NON UTILIZZARE il medicinale Elicea se il paziente assume medicinali utilizzati nel trattamento dei disturbi del ritmo cardiaco o che possono influire sul ritmo cardiaco, come gli antiaritmici di classe IA e III, i farmaci antipsicotici (es. derivati della fenotiazina, pimozide, aloperidolo), gli antidepressivi triciclici, alcuni antibiotici (es. sparfloxacina, moxifloxacina, eritromicina i.v., farmaci antimalarici, in particolare la alofantrina), alcuni antistaminici (astemizolo, mizolastina). In caso di ulteriori dubbi, rivolgersi al medico.
Elicea con cibi, bevande e alcol
Il medicinale Elicea può essere assunto durante i pasti o indipendentemente dai pasti (vedere punto 3. „Come prendere Elicea”).
Come per altri medicinali, non si deve assumere Elicea contemporaneamente all’alcol, anche se non è stato dimostrato un effetto interattivo tra Elicea e alcol.
Gravidanza, allattamento e influenza sulla fertilità
Se la paziente è in gravidanza o allatta al seno, pensa di poter essere in gravidanza o prevede di avere un figlio, deve consultare il medico o il farmacista prima di assumere questo medicinale.
Se la paziente è in gravidanza, non deve assumere Elicea senza averne prima discusso con il medico riguardo ai rischi e ai benefici del trattamento.

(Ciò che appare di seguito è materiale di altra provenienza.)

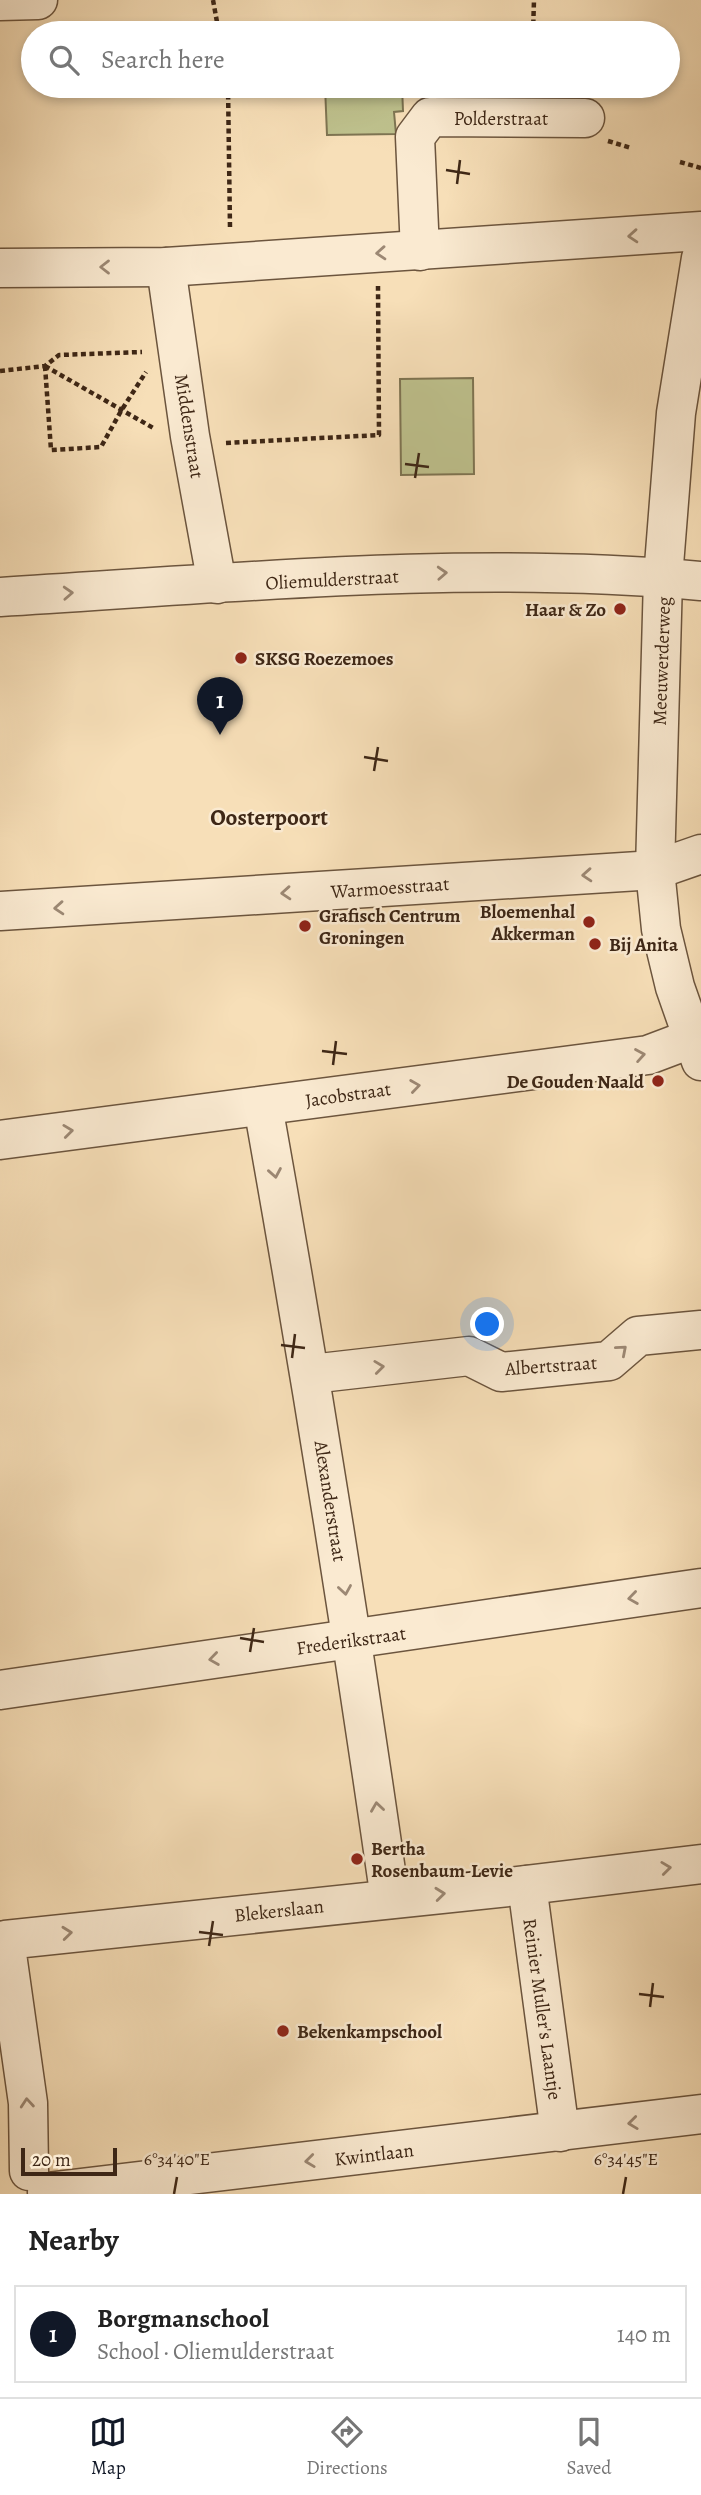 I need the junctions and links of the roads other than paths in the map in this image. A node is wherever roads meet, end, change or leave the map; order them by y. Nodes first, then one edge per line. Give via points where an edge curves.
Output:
1 (38, 0) edge
2 (0, 1) edge
3 (585, 118) dead end
4 (701, 231) edge
5 (420, 251) junction
6 (701, 258) edge
7 (166, 267) junction
8 (0, 268) edge
9 (689, 406) edge
10 (663, 578) junction
11 (701, 581) edge
12 (217, 584) junction
13 (0, 597) edge
14 (701, 854) edge
15 (655, 870) junction
16 (0, 911) edge
17 (698, 1045) edge
18 (263, 1106) junction
19 (0, 1140) edge
20 (701, 1329) edge
21 (311, 1374) junction
22 (701, 1588) edge
23 (353, 1639) junction
24 (0, 1690) edge
25 (701, 1864) edge
26 (527, 1885) junction
27 (390, 1899) junction
28 (701, 2114) edge
29 (560, 2133) junction
30 (0, 2143) edge
31 (41, 2186) edge

1 - 2 street
3 - 5 street, Polderstraat via 430,117 415,137
4 -> 5 street
5 -> 7 street
6 - 9 street, Meeuwerderweg
7 -> 8 street
7 - 12 street, Middenstraat via 169,350
9 - 10 street, Meeuwerderweg
10 - 11 street, Oliemulderstraat
12 -> 10 street, Oliemulderstraat via 464,572
10 - 15 street, Meeuwerderweg
13 -> 12 street, Oliemulderstraat
14 - 15 street, Warmoesstraat
15 -> 16 street, Warmoesstraat
15 - 17 street, Meeuwerderweg via 661,929
18 -> 17 street, Jacobstraat
19 -> 18 street, Jacobstraat
18 -> 21 street, Alexanderstraat
21 -> 20 street, Albertstraat via 469,1356 501,1372 609,1361 638,1336
21 -> 23 street, Alexanderstraat
22 -> 23 street, Frederikstraat
23 -> 24 street, Frederikstraat
27 -> 23 street, Alexanderstraat
26 -> 25 street, Blekerslaan
27 -> 26 street, Blekerslaan
26 - 29 street, Reinier Muller's Laantje
31 -> 27 street, Blekerslaan via 5,1940
28 -> 29 street, Kwintlaan
29 -> 31 street, Kwintlaan
30 - 31 street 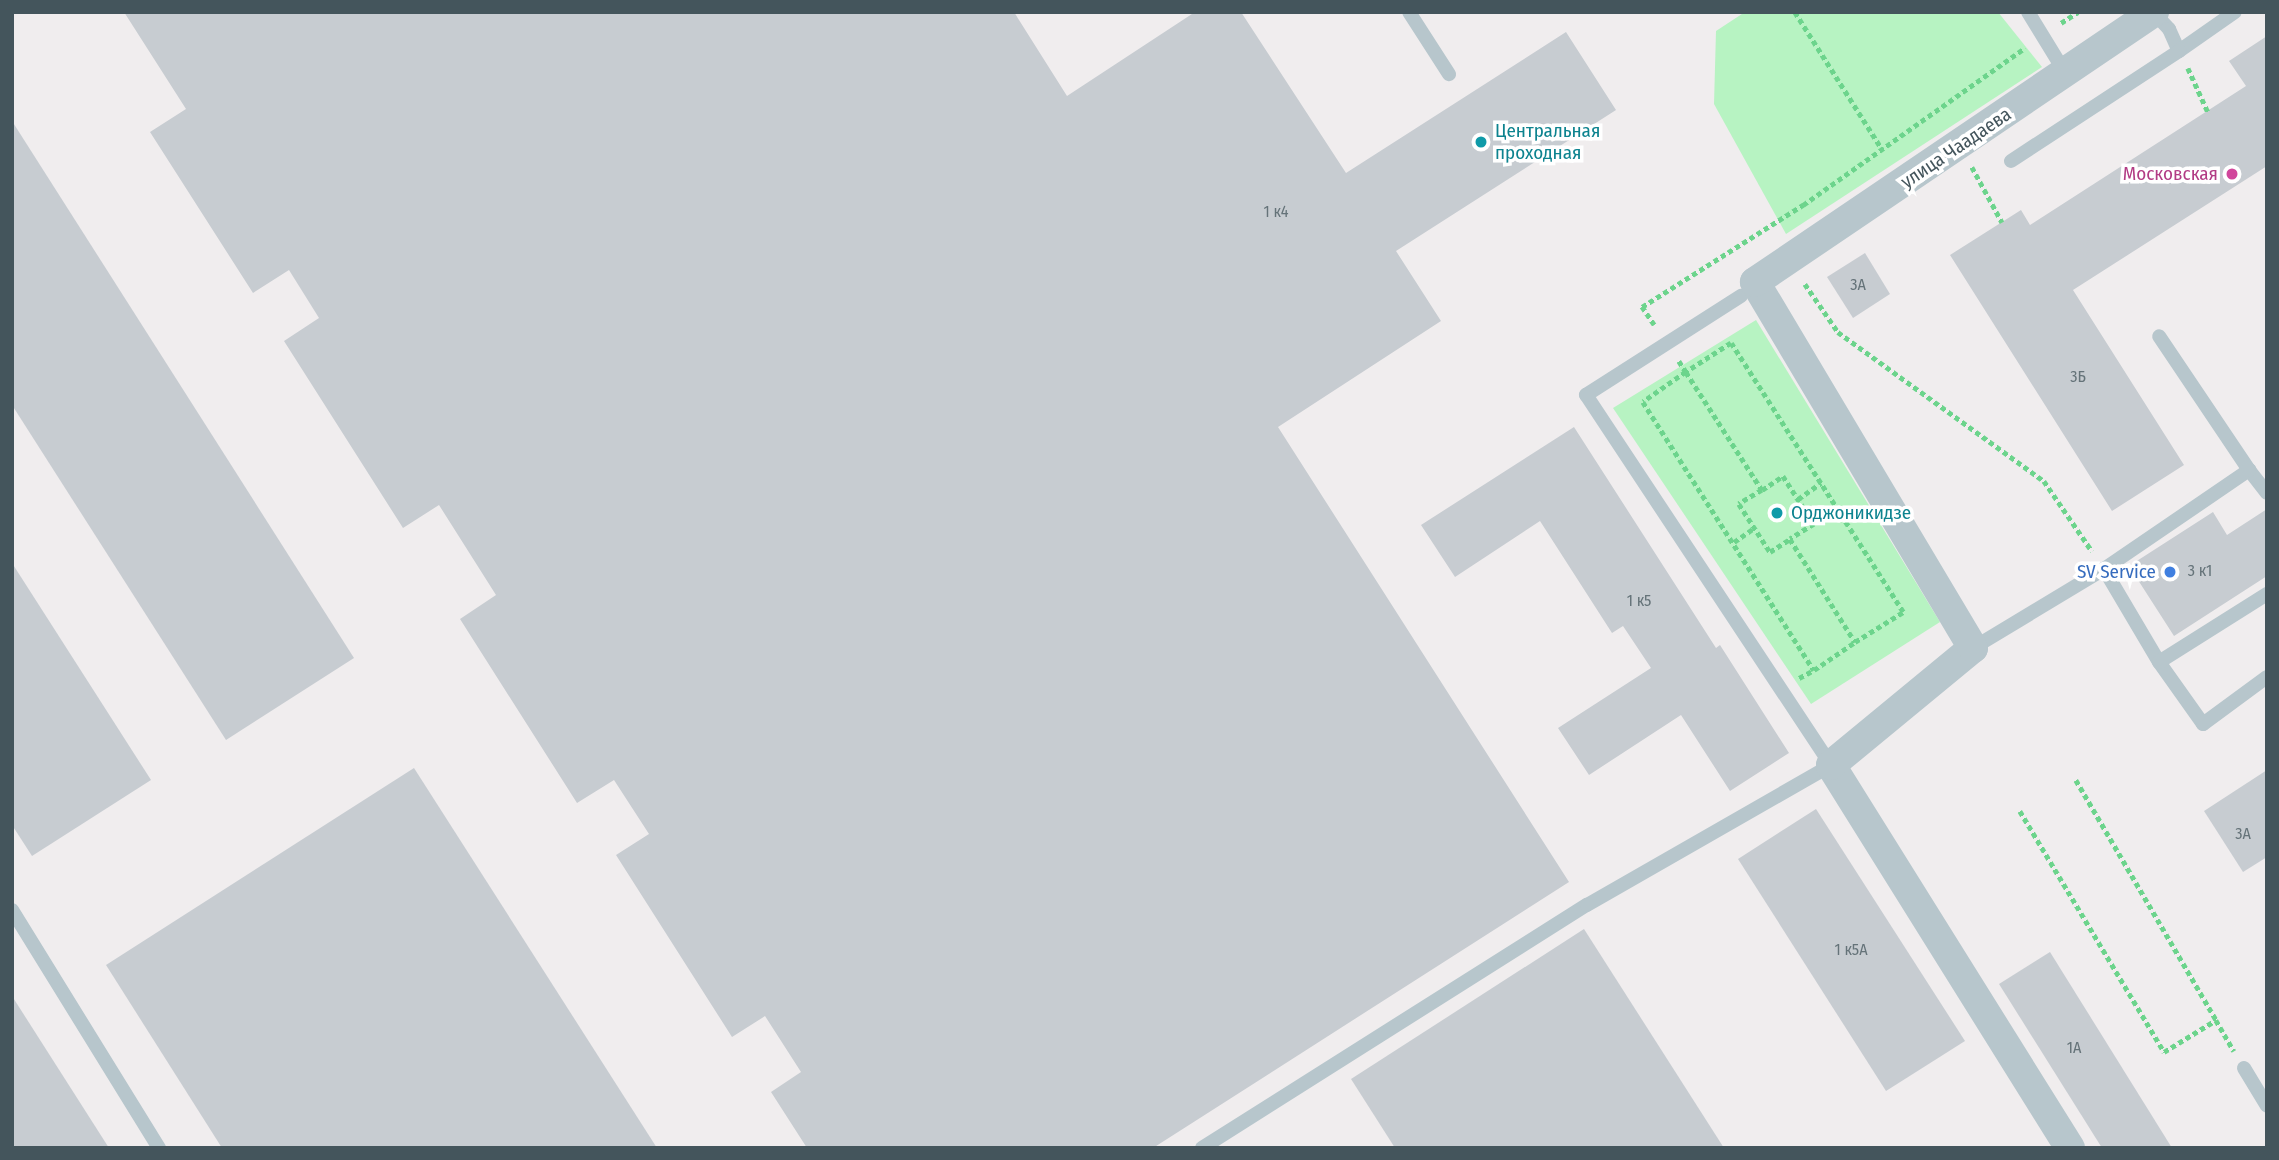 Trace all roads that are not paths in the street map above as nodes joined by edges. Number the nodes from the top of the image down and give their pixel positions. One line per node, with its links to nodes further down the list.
1 (1409, 12): 6 (lane)
2 (2028, 12): 7 (lane)
3 (2235, 12): 5 (lane)
4 (2154, 13): 5 (lane); 7 (street, улица Чаадаева)
5 (2179, 51): 8 (lane)
6 (1449, 74)
7 (2066, 74): 9 (street, улица Чаадаева)
8 (2011, 161)
9 (1748, 289): 15 (street); 18 (lane)
10 (2159, 336): 11 (lane)
11 (2249, 470): 12 (lane); 13 (lane)
12 (2267, 494)
13 (2104, 569): 15 (lane); 16 (lane)
14 (2267, 594): 16 (lane)
15 (1973, 648): 18 (street)
16 (2159, 662): 17 (lane)
17 (2267, 677)
18 (1831, 765): 23 (lane); 24 (street)
19 (12, 910): 22 (lane)
20 (2244, 1068): 21 (lane)
21 (2267, 1107)
22 (159, 1148)
23 (1202, 1148)
24 (2070, 1148) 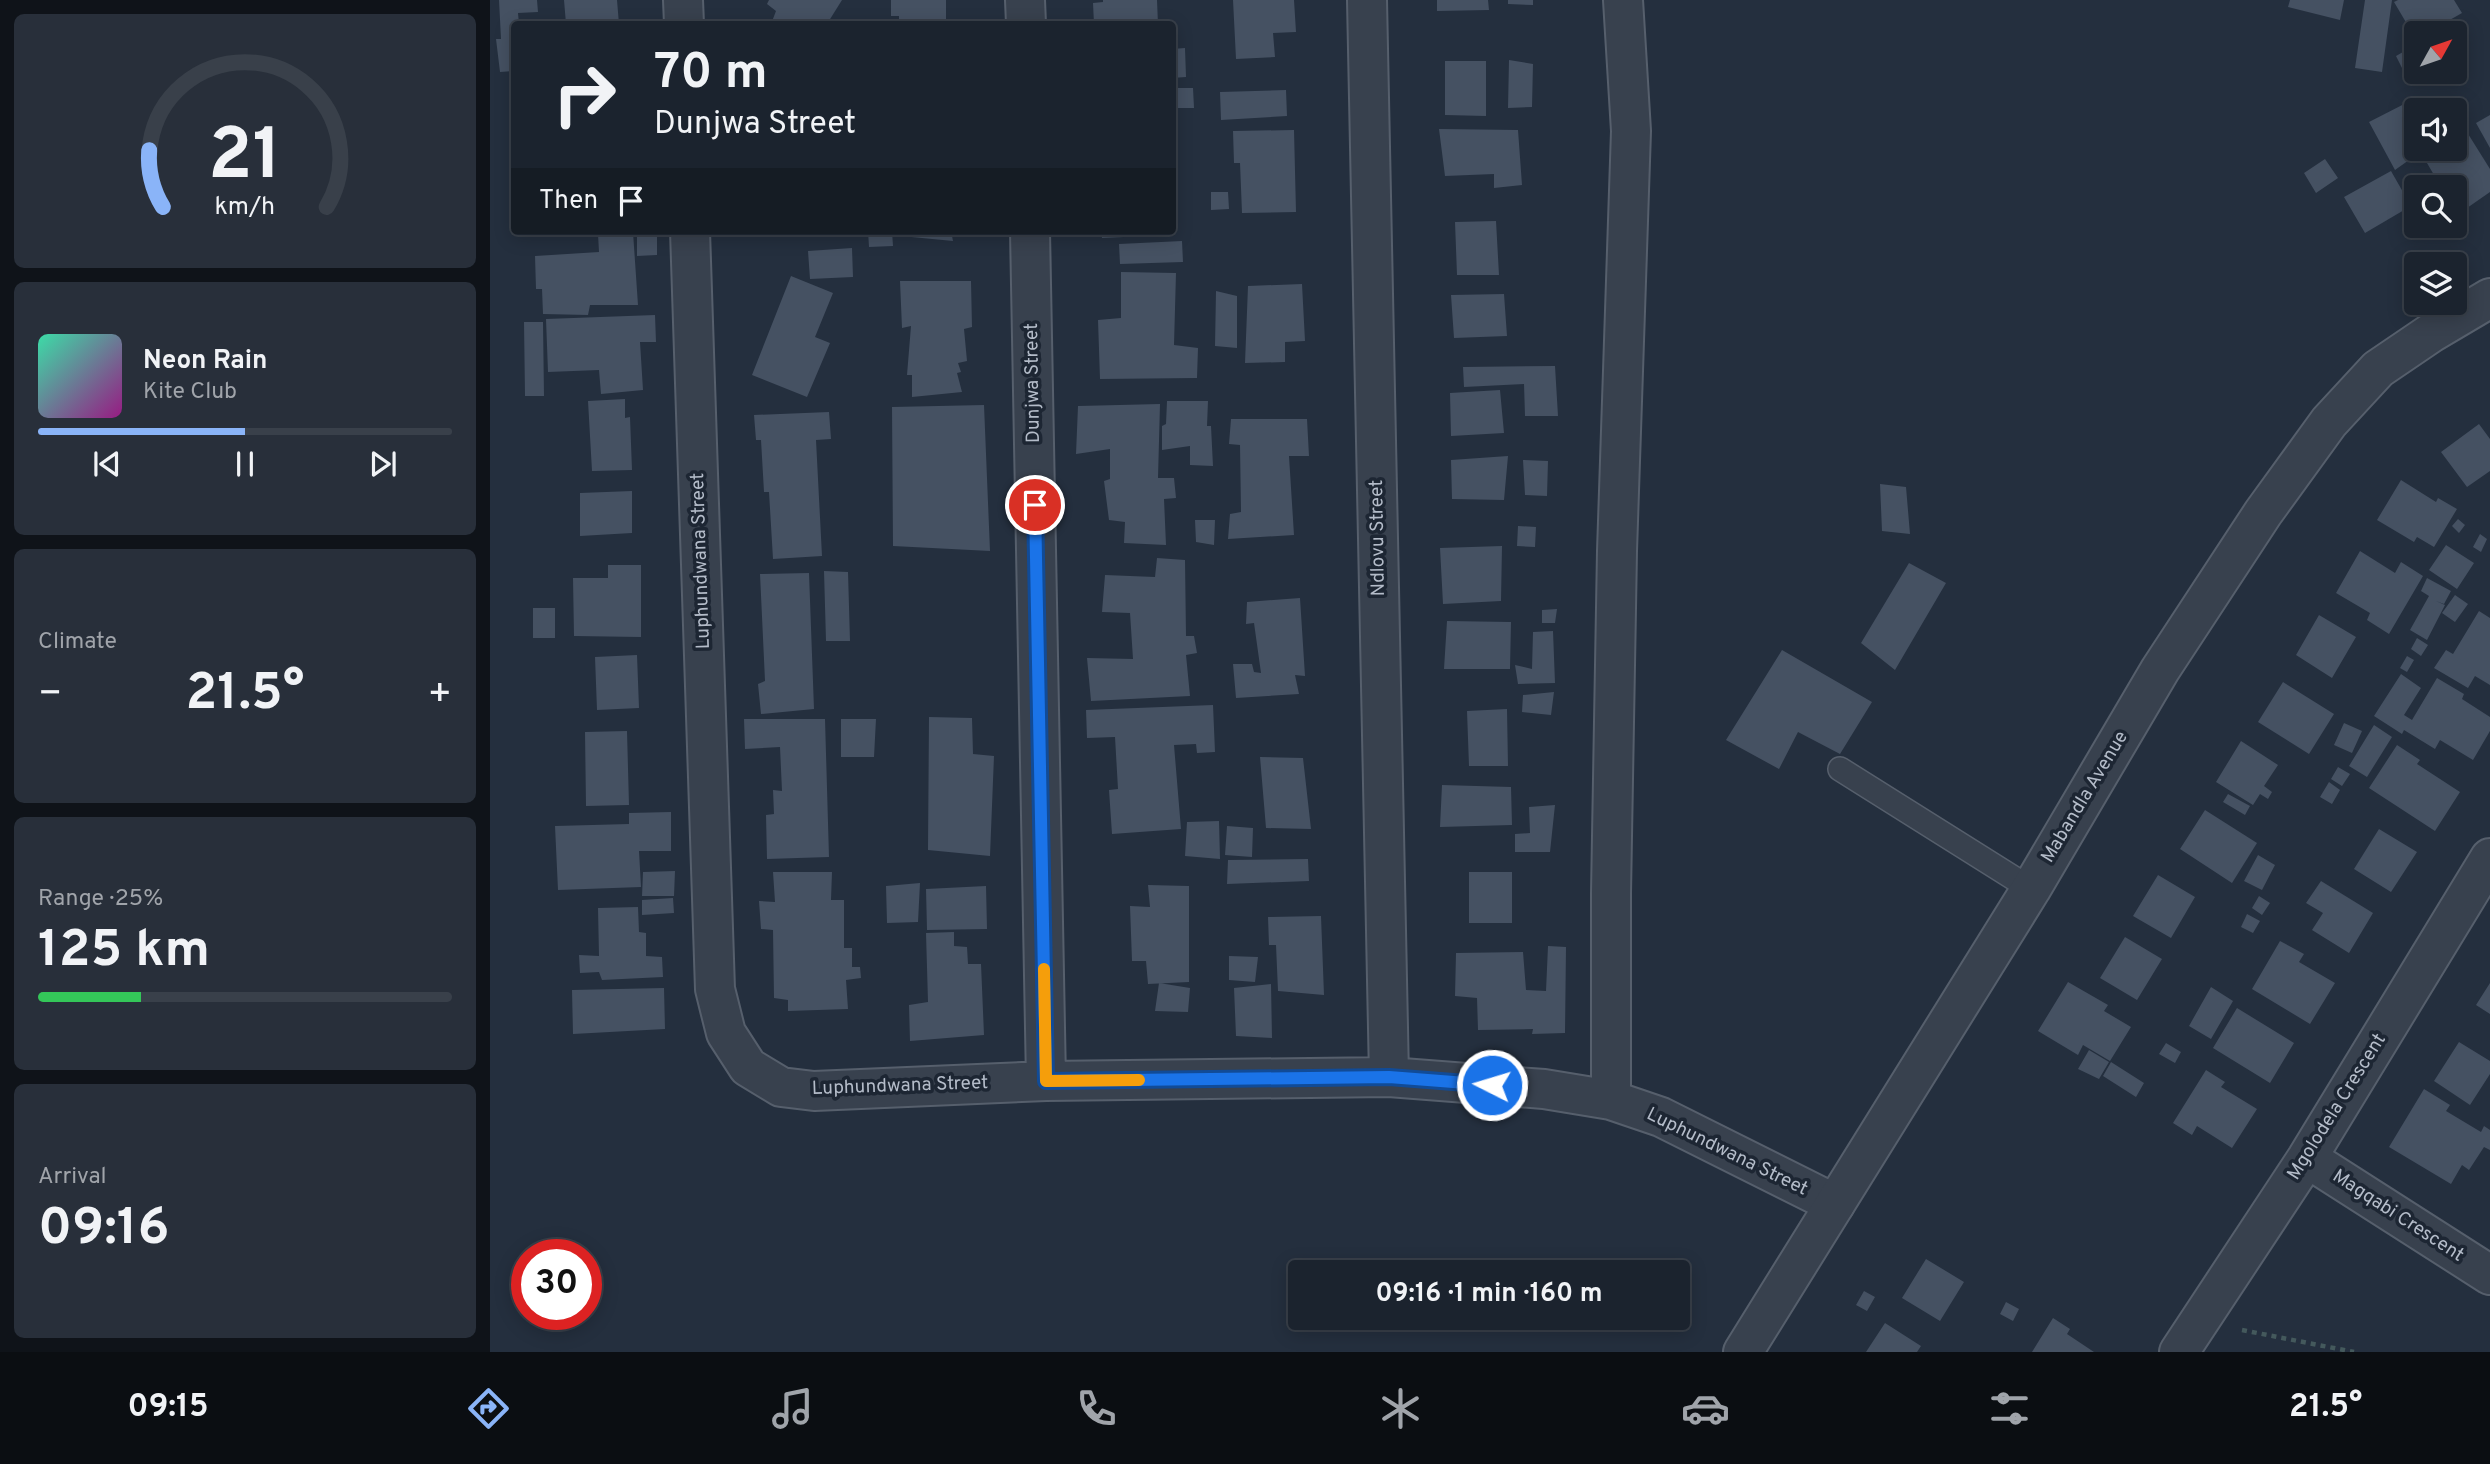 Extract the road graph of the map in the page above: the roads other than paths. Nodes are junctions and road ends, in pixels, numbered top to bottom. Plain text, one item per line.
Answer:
1 (683, 0) edge
2 (1026, 0) edge
3 (1367, 0) edge
4 (1623, 0) edge
5 (684, 21) edge
6 (1026, 21) edge
7 (690, 235) edge
8 (1030, 235) edge
9 (2490, 298) edge
10 (1840, 769) dead end
11 (2490, 858) edge
12 (2031, 889) junction
13 (1389, 1077) junction
14 (1046, 1081) junction
15 (1611, 1100) junction
16 (2307, 1158) junction
17 (1835, 1204) junction
18 (2490, 1275) edge
19 (2188, 1337) edge
20 (1743, 1352) edge

1 - 5 street
2 - 6 street
3 - 13 street, Ndlovu Street
4 - 15 street
7 - 14 street, Luphundwana Street
8 - 14 street, Dunjwa Street
9 - 12 street, Mabandla Avenue
10 - 12 lane
11 - 16 street, Mgolodela Crescent
12 - 17 street, Mabandla Avenue
13 - 14 street, Luphundwana Street
13 - 15 street, Luphundwana Street
15 - 17 street, Luphundwana Street
16 - 18 street, Magqabi Crescent
16 - 19 street, Mgolodela Crescent
17 - 20 street, Mabandla Avenue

Se la paziente assume Elicea negli ultimi tre mesi di gravidanza, deve essere consapevole che nel neonato possono manifestarsi i seguenti sintomi: difficoltà respiratorie, colorazione bluastra della pelle, convulsioni, variazioni della temperatura corporea, difficoltà nell’allattamento, vomito, bassa concentrazione di glucosio nel sangue, rigidità o ipotonia muscolare, iperreflessia, tremori, tremolio, irritabilità, letargia, pianto eccessivo, sonnolenza e difficoltà ad addormentarsi. Se il neonato manifesta uno qualsiasi di questi sintomi, contattare immediatamente il medico.
La paziente deve assicurarsi che l’ostetrica e/o il medico sappiano che sta assumendo Elicea. I medicinali come Elicea, assunti durante la gravidanza, specialmente negli ultimi tre mesi, possono aumentare il rischio di una grave condizione nel neonato, nota come ipertensione polmonare persistente del neonato (PPHN), caratterizzata da aumento della frequenza respiratoria e cianosi cutanea.
I sintomi si manifestano generalmente entro le prime 24 ore dalla nascita. In caso di comparsa di tali sintomi, contattare immediatamente il medico o l’ostetrica.
Nel caso di assunzione di Elicea durante la gravidanza, non interrompere mai bruscamente il trattamento.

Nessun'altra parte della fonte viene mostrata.